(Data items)
◇ ◇ ◇ ◇ ◇ ◇ ◇

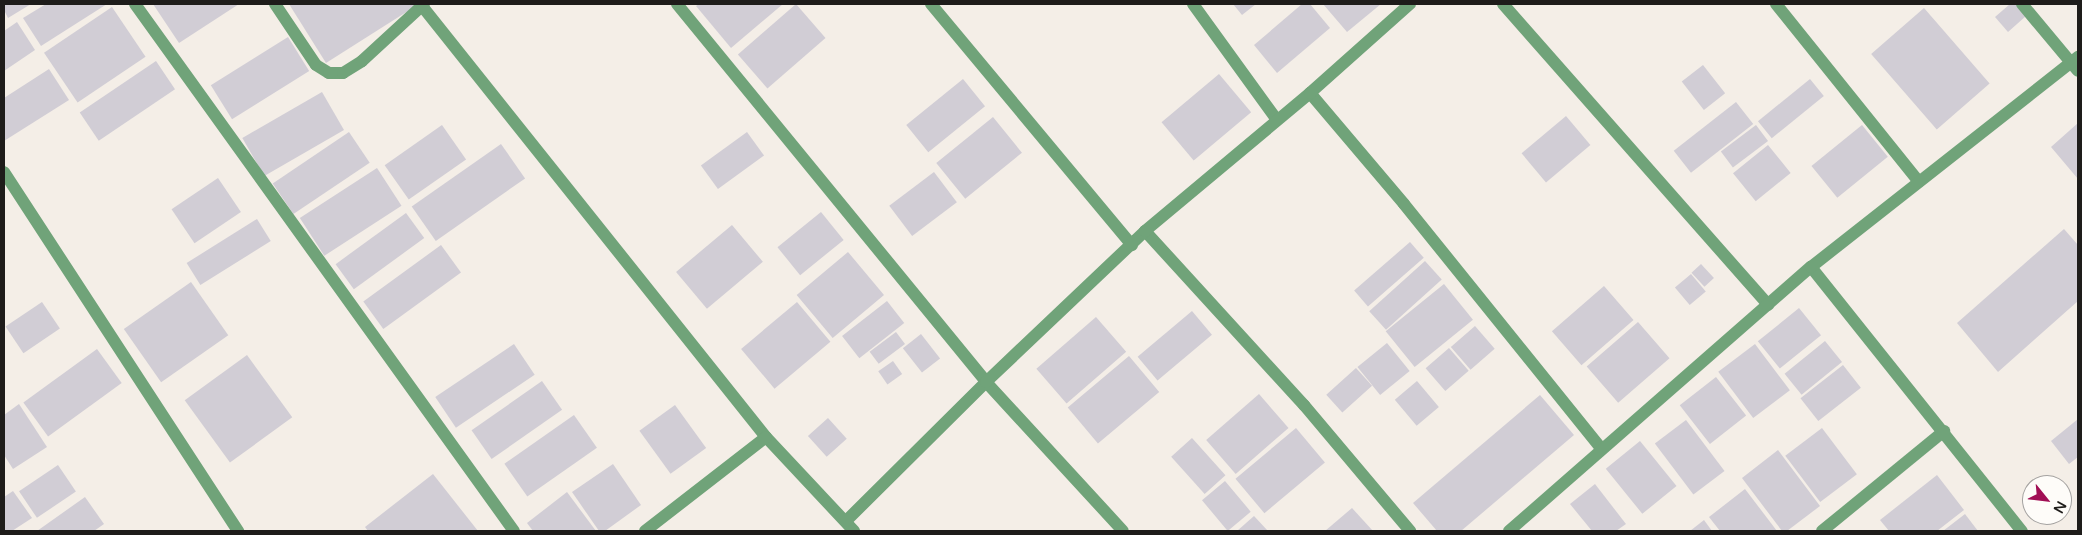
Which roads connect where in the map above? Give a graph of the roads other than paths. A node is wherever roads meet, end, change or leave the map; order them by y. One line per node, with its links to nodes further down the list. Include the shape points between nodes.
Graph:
1 (135, 4): 26 (street)
2 (275, 4): 10 (street, via 316,65 329,73 343,73 362,60)
3 (676, 4): 20 (street)
4 (931, 4): 17 (street)
5 (1193, 4): 13 (street)
6 (1410, 4): 12 (street)
7 (1503, 4): 19 (street)
8 (1776, 4): 15 (street)
9 (2022, 4): 11 (street)
10 (423, 5): 22 (street)
11 (2076, 64): 15 (street)
12 (1310, 93): 13 (street); 23 (street)
13 (1277, 120): 16 (street)
14 (4, 172): 25 (street)
15 (1919, 182): 18 (street)
16 (1145, 232): 17 (street); 29 (street, via 1304,405)
17 (1132, 244): 20 (street)
18 (1811, 267): 19 (street); 21 (street)
19 (1768, 305): 23 (street)
20 (986, 382): 24 (street); 28 (street)
21 (1944, 431): 31 (street); 32 (street)
22 (766, 437): 24 (street); 27 (street)
23 (1602, 449): 30 (street)
24 (850, 526)
25 (238, 531)
26 (514, 531)
27 (645, 531)
28 (1123, 531)
29 (1410, 531)
30 (1509, 531)
31 (1822, 531)
32 (2022, 531)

◇ ◇ ◇ ◇ ◇ ◇ ◇

• What the exercise asks: Print every entry above again, exactly as written. Leave the images out.

• Problem solution:
Which roads connect where in the map above? Give a graph of the roads other than paths. A node is wherever roads meet, end, change or leave the map; order them by y. One line per node, with its links to nodes further down the list. Include the shape points between nodes.
Graph:
1 (135, 4): 26 (street)
2 (275, 4): 10 (street, via 316,65 329,73 343,73 362,60)
3 (676, 4): 20 (street)
4 (931, 4): 17 (street)
5 (1193, 4): 13 (street)
6 (1410, 4): 12 (street)
7 (1503, 4): 19 (street)
8 (1776, 4): 15 (street)
9 (2022, 4): 11 (street)
10 (423, 5): 22 (street)
11 (2076, 64): 15 (street)
12 (1310, 93): 13 (street); 23 (street)
13 (1277, 120): 16 (street)
14 (4, 172): 25 (street)
15 (1919, 182): 18 (street)
16 (1145, 232): 17 (street); 29 (street, via 1304,405)
17 (1132, 244): 20 (street)
18 (1811, 267): 19 (street); 21 (street)
19 (1768, 305): 23 (street)
20 (986, 382): 24 (street); 28 (street)
21 (1944, 431): 31 (street); 32 (street)
22 (766, 437): 24 (street); 27 (street)
23 (1602, 449): 30 (street)
24 (850, 526)
25 (238, 531)
26 (514, 531)
27 (645, 531)
28 (1123, 531)
29 (1410, 531)
30 (1509, 531)
31 (1822, 531)
32 (2022, 531)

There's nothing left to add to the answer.